Technology, specifically the internet, has advanced significantly over the past 3 decades, and Search Engines are no exception. The first search engine called Aliweb created in 1993 was largely irrelevant to internet users. It allowed webmasters to submit their web pages and relevant keywords that could be used as descriptors. Sound familiar? It should.
Before Search Engines
Before the rise in popularity of search engines, internet users began to congregate URLs of interest onto popular newsgroup or directory-style websites. With directories, users were able to search through categories of URLs to find relevant information.
The Search Engine Race
Following the creation of Aliweb, search engines exploded in popularity. In 1995 Yahoo! Along with a few other well-known brands became wildly successful. As internet-connected computers became widely available to the general public investors poured in to get a piece of the search engine they thought would control the internet.
Ranking Web Pages
Before Ask Jeeves launched in 1997, searchers had to be careful what keywords they entered in a search bar if they wanted useful results. Ask Jeeves became hugely popular by dissecting keyword phrases typed by users and giving more weight to important words in the phrase for better results. This made it easier for people new to the search engine to search with common speech phrases.

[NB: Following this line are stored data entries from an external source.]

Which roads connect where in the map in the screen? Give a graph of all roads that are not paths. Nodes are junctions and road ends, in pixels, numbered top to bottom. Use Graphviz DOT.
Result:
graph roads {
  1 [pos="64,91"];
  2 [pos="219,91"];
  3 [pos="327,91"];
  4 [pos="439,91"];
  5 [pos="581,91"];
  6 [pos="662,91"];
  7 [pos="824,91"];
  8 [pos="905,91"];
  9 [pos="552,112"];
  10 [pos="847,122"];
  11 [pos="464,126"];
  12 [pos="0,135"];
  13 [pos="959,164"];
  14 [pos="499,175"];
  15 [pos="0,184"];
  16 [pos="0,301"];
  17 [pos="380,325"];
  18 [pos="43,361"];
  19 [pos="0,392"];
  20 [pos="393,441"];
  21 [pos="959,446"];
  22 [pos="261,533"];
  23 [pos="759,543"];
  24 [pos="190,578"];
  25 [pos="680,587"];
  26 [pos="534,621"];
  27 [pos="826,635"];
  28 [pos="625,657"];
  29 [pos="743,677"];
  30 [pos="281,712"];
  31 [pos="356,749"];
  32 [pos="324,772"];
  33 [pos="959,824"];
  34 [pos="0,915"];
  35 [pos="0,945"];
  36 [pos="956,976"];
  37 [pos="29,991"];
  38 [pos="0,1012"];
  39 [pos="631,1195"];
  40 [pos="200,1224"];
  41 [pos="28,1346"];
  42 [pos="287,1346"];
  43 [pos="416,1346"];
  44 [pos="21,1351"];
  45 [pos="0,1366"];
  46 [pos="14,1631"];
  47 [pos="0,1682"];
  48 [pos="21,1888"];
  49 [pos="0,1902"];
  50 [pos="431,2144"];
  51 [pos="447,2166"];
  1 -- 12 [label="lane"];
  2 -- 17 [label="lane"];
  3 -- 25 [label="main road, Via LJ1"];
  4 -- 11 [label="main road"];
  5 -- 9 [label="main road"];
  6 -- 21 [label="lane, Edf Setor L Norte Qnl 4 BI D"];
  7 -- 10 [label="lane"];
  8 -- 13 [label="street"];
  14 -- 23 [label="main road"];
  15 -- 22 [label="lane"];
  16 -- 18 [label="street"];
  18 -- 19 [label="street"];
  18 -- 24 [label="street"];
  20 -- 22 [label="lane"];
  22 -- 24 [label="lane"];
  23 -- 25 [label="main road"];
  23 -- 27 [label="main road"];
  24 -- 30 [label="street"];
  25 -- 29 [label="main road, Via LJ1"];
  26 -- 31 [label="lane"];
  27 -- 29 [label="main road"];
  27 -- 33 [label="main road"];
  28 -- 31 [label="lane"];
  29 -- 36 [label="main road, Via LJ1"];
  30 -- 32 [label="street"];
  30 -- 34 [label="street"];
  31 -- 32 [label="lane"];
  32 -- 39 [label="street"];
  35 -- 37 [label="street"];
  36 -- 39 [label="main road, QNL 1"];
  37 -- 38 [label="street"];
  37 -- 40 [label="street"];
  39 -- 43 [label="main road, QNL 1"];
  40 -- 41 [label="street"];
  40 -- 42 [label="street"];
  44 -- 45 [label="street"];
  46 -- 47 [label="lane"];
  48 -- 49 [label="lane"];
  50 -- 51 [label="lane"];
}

In 1996 Robin Li Yanhong, one of the richest people in China, created a system called RankDex for his search engine called Baidu. RankDex used link analysis to determine the importance of web pages based on the number of other web pages linking to them. If you are familiar at all with today’s SEO strategies, you’d know that links still play an enormous role in determining page rankings. RankDex predates Google’s “PageRank” by two years, even being referenced in Larry Page’s first patent. However, PageRank solved a quickly growing problem of spammy websites with thousands of links. PageRank would analyze not only how many links a website was receiving, but also the quality of the websites those links were coming from.
Before Baidu’s and Google’s link-based citation models, search engines were easily fooled by “keyword stuffed” websites. Essentially webmasters privy to how search engines worked would hide large lists of keywords to fool search engines into ranking them higher.
Commercialization of the Internet
As businesses took to the internet to advertise for their stores, search engines became a prime target. Keeping the search engines running and free came at a cost that was to be recouped through advertising. While many search engines experimented with banner advertising that ended in users leaving, Although Google wasn’t the first, they quickly adopted the keyword ranking auction model. Businesses could pay for better rankings on keywords they thought their customers would be typing in when searching for their business.
For the first time in 2015, Google announced that more users were performing searches on mobile devices than on desktop computers. With Microsoft failing out of the mobile phone industry, this solidified the dominance of Google as the most popular search engine. Even Apple iPhone’s safari browser is powered by the Google search engine.
In 2019 Google introduced Mobile-First Indexing:
“Mobile-first indexing means Google predominantly uses the mobile version of the content for indexing and ranking. Historically, the index primarily used the desktop version of a page’s content when evaluating the relevance of a page to a user’s query. Since the majority of users now access Google Search with a mobile device, Googlebot primarily crawls and indexes pages with the smartphone agent going forward.”
For websites with a lot of moving parts, it can become an issue if the mobile version of a site is not optimized for users or search engines. If a website loads too slowly for a slower mobile connection, it may have a high bounce rate which can impact SERP rankings. If the mobile version of your website contains less content to create a better user experience, it might not rank as highly as it does on a desktop.
Search engines will continue to be improved and eventually evolve. My best guess for what’s next? An increase in the accuracy and efficiency of voice search and machine learning for multi-answer searches. Not only that, but I would expect the need to visit individual businesses ‘ websites and make comparisons to end. The search engine result page will likely eventually contain all the information users need to make an informed decision without ever entering a business website.